[DATA SHOWN Boundary: Start]
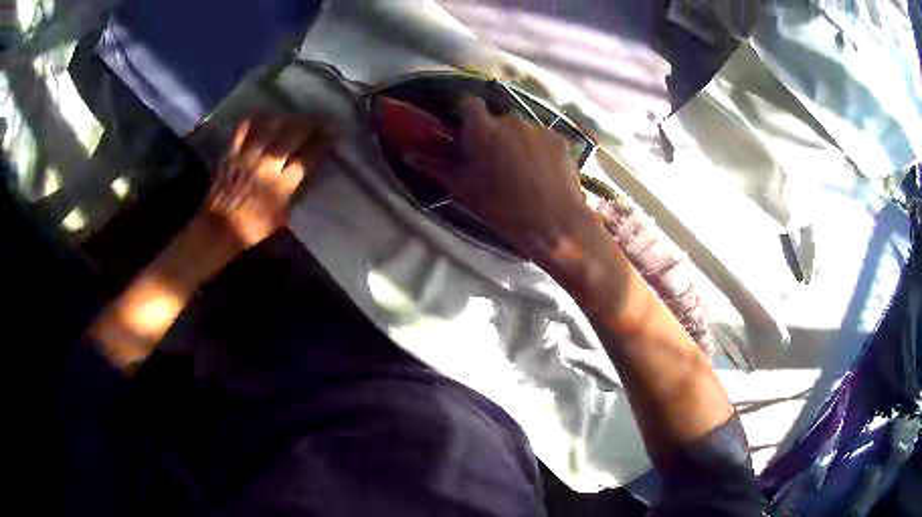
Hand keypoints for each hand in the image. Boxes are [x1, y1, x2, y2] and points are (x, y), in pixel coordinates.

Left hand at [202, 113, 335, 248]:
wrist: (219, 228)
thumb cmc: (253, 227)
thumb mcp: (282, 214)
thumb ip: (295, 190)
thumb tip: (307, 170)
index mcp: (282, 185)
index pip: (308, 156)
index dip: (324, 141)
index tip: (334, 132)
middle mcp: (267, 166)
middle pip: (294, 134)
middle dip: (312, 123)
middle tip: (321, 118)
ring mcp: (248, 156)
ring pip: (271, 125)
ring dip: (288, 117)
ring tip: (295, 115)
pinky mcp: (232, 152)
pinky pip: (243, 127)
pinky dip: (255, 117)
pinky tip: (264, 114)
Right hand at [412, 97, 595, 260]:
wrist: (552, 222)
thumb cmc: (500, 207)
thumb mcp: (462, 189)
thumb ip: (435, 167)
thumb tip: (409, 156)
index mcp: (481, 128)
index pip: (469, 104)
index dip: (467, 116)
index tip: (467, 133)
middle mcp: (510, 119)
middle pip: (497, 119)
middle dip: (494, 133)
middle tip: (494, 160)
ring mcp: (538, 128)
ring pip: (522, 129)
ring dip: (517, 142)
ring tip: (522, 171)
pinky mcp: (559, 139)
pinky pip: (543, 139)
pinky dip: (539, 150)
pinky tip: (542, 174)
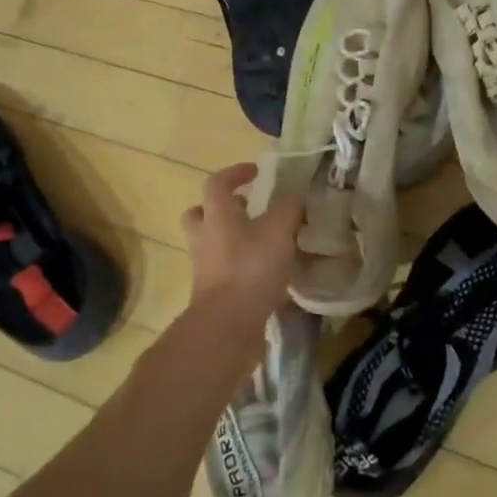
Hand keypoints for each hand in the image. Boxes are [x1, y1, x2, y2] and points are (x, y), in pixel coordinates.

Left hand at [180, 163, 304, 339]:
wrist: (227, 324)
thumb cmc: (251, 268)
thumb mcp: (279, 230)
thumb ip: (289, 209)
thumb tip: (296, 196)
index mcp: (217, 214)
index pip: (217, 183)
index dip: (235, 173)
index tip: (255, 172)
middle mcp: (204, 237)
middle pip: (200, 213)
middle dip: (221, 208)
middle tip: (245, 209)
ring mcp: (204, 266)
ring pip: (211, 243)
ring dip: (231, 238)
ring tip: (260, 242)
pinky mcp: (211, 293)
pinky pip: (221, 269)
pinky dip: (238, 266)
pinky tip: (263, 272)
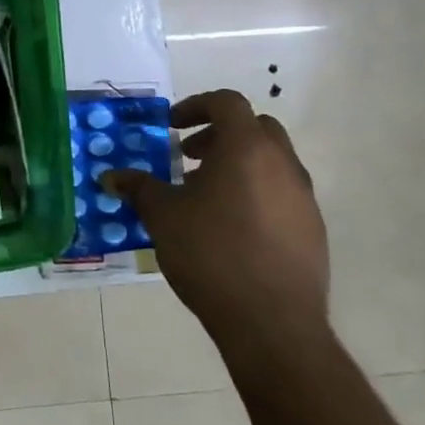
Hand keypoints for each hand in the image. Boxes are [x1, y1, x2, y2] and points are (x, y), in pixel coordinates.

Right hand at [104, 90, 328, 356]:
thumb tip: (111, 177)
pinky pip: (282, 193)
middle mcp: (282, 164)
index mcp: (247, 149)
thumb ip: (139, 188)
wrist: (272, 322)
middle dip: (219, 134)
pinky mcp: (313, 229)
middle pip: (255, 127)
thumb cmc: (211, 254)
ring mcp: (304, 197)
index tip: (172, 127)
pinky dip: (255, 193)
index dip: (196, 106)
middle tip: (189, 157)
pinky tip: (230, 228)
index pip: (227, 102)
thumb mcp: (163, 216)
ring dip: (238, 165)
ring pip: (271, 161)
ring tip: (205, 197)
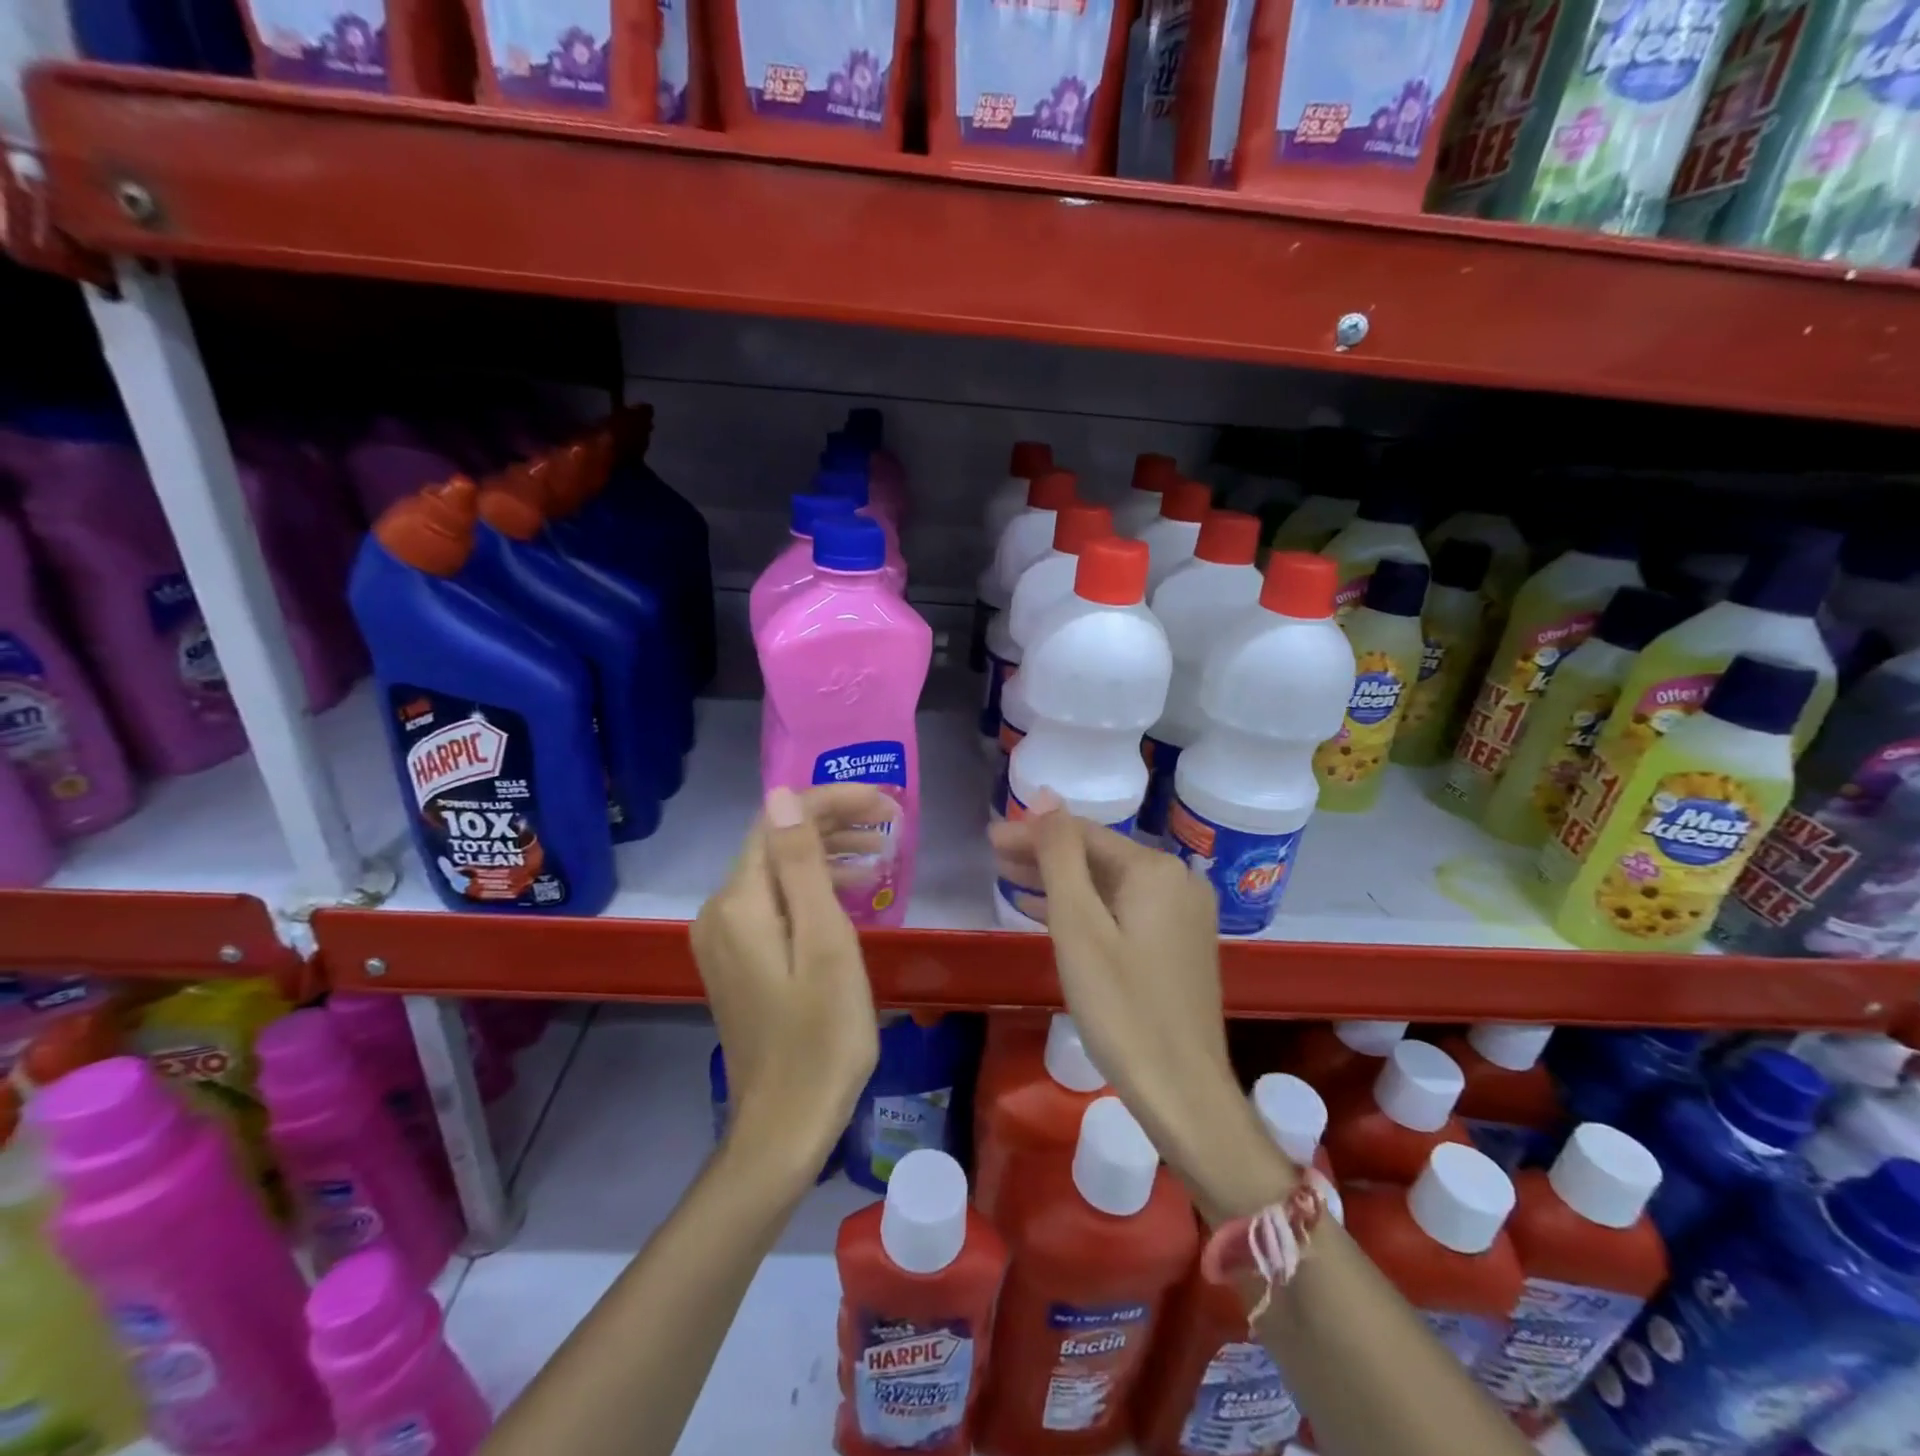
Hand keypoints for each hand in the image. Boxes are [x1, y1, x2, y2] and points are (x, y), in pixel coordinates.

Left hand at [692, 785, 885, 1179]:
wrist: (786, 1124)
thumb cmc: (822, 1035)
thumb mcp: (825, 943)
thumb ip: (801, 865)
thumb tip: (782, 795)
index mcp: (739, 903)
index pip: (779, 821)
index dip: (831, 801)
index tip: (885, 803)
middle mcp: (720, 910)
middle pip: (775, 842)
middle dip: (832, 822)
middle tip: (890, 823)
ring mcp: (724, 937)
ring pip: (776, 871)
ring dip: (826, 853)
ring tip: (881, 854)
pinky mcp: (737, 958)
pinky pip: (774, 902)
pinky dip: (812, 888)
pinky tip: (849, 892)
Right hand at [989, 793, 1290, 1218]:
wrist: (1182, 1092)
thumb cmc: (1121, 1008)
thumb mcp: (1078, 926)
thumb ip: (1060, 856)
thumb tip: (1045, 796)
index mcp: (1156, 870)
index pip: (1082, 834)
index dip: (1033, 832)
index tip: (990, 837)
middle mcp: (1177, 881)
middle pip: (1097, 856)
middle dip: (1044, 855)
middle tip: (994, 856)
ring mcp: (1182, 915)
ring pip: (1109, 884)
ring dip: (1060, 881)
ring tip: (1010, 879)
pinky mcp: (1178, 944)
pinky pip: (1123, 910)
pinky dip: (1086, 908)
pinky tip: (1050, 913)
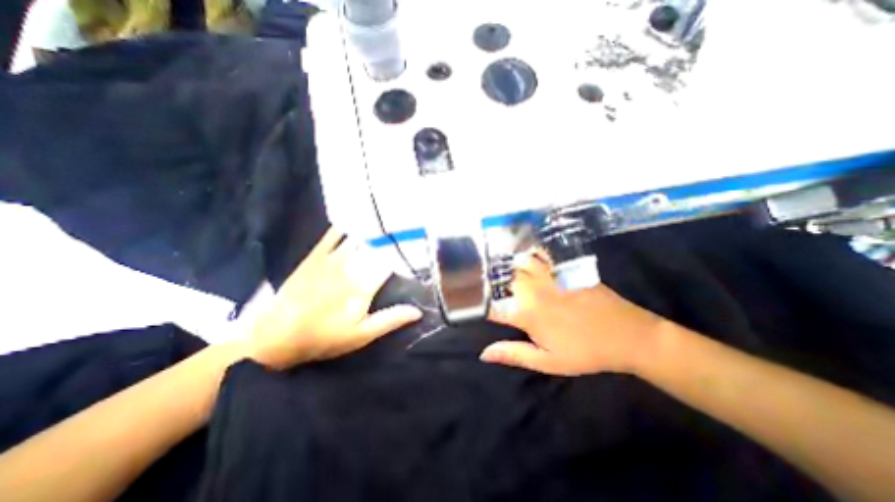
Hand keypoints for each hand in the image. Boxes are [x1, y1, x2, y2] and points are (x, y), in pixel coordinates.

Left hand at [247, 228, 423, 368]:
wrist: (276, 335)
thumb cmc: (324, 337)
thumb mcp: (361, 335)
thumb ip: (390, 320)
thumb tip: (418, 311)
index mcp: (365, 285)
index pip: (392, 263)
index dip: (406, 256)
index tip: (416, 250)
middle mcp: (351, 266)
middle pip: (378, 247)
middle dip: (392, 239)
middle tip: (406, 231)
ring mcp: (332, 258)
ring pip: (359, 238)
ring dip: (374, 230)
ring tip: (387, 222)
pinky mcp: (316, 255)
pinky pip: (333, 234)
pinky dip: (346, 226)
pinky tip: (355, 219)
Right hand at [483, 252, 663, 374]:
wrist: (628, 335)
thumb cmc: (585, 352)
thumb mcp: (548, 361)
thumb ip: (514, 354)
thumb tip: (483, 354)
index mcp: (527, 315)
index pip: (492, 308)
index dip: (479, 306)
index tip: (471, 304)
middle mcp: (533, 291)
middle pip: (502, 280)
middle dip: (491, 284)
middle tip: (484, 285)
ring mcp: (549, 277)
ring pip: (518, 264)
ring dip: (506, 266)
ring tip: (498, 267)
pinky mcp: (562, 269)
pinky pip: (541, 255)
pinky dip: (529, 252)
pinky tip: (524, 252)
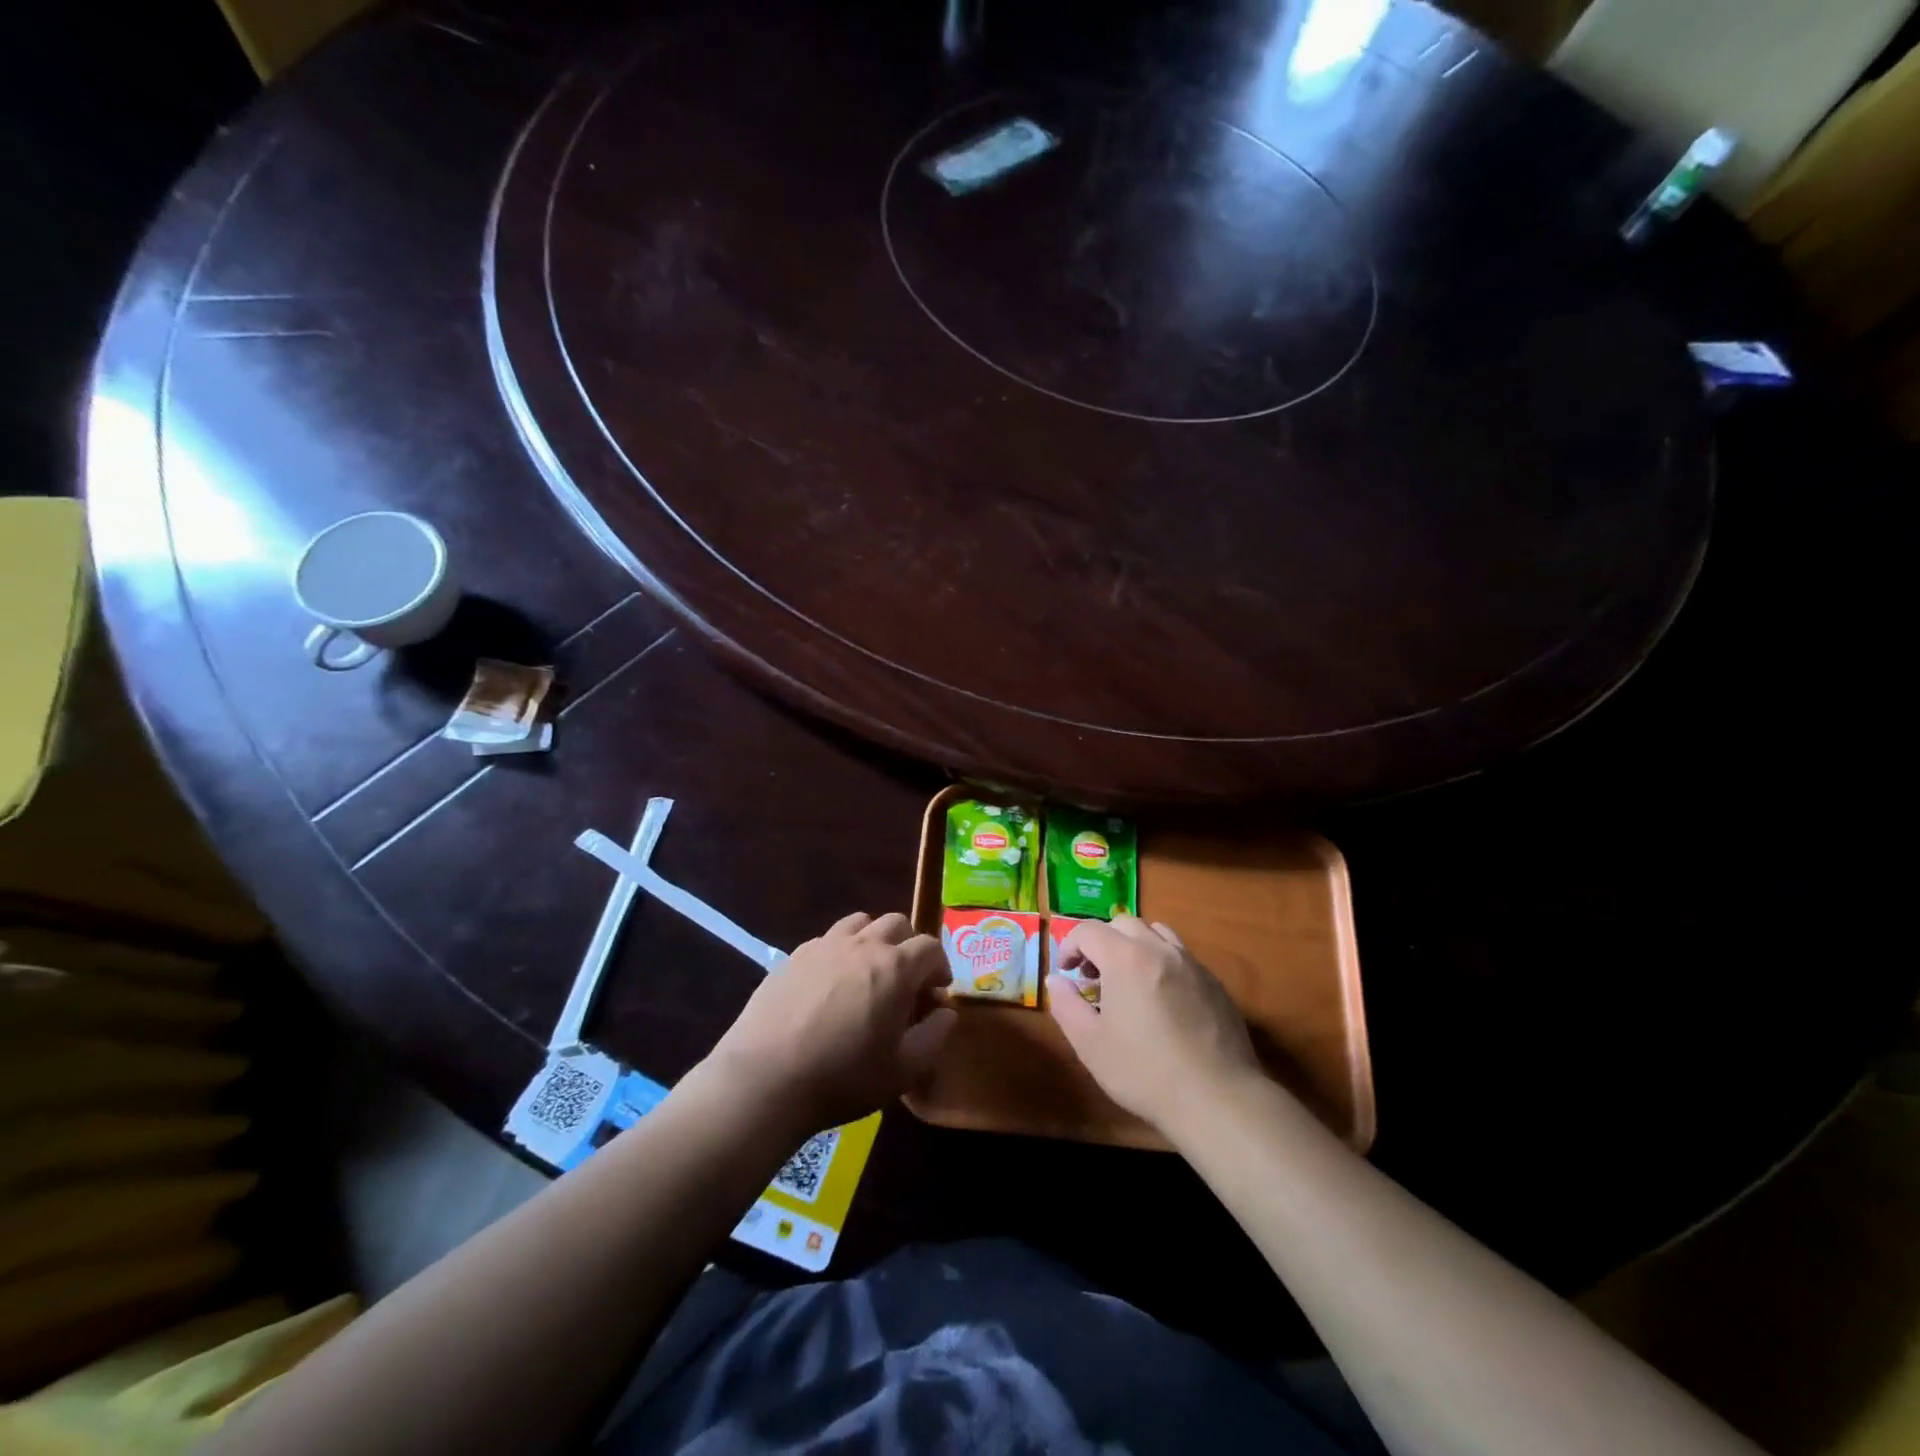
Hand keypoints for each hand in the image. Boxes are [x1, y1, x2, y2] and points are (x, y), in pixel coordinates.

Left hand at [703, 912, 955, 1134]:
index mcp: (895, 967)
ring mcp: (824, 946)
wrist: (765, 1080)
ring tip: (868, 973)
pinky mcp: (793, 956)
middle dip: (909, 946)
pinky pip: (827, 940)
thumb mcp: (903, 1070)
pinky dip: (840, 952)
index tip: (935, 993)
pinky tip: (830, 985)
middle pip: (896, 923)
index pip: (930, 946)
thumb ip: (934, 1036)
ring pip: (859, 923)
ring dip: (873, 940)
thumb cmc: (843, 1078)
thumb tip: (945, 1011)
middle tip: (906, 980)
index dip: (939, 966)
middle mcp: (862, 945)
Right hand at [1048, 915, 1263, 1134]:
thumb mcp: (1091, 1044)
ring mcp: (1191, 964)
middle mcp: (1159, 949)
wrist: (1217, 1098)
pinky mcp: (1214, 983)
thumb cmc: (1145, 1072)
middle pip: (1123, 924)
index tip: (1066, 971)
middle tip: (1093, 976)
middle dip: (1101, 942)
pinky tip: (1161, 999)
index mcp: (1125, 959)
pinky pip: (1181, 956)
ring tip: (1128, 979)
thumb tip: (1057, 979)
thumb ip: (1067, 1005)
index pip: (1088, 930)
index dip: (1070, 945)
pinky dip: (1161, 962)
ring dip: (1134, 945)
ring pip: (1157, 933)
[DATA SHOWN Boundary: End]
EXERCISE REQUIREMENTS: Set down again, word for word, every line from the one with "middle tip: (189, 157)" to the one with "index tip: (885, 803)" in the entries above, and omit the pictures.

EXERCISE OUTPUT:
middle tip: (189, 157)
pinky tip: (230, 228)
index pip: (227, 102)
thumb mcp: (163, 216)
ring dip: (238, 165)
ring pip: (271, 161)
ring tip: (205, 197)
Hand keypoints for each hand in the image. Boxes are [x1, y1, x2, y2] and points are (x, y), in pixel coordinates.

Left hand at [692, 785, 885, 1179]:
wrist: (786, 1124)
thumb cmc: (822, 1035)
thumb mcp: (825, 943)
thumb ip: (801, 865)
thumb tip: (782, 795)
index mcp: (739, 903)
index pip: (779, 821)
index dip: (831, 801)
index tip: (885, 803)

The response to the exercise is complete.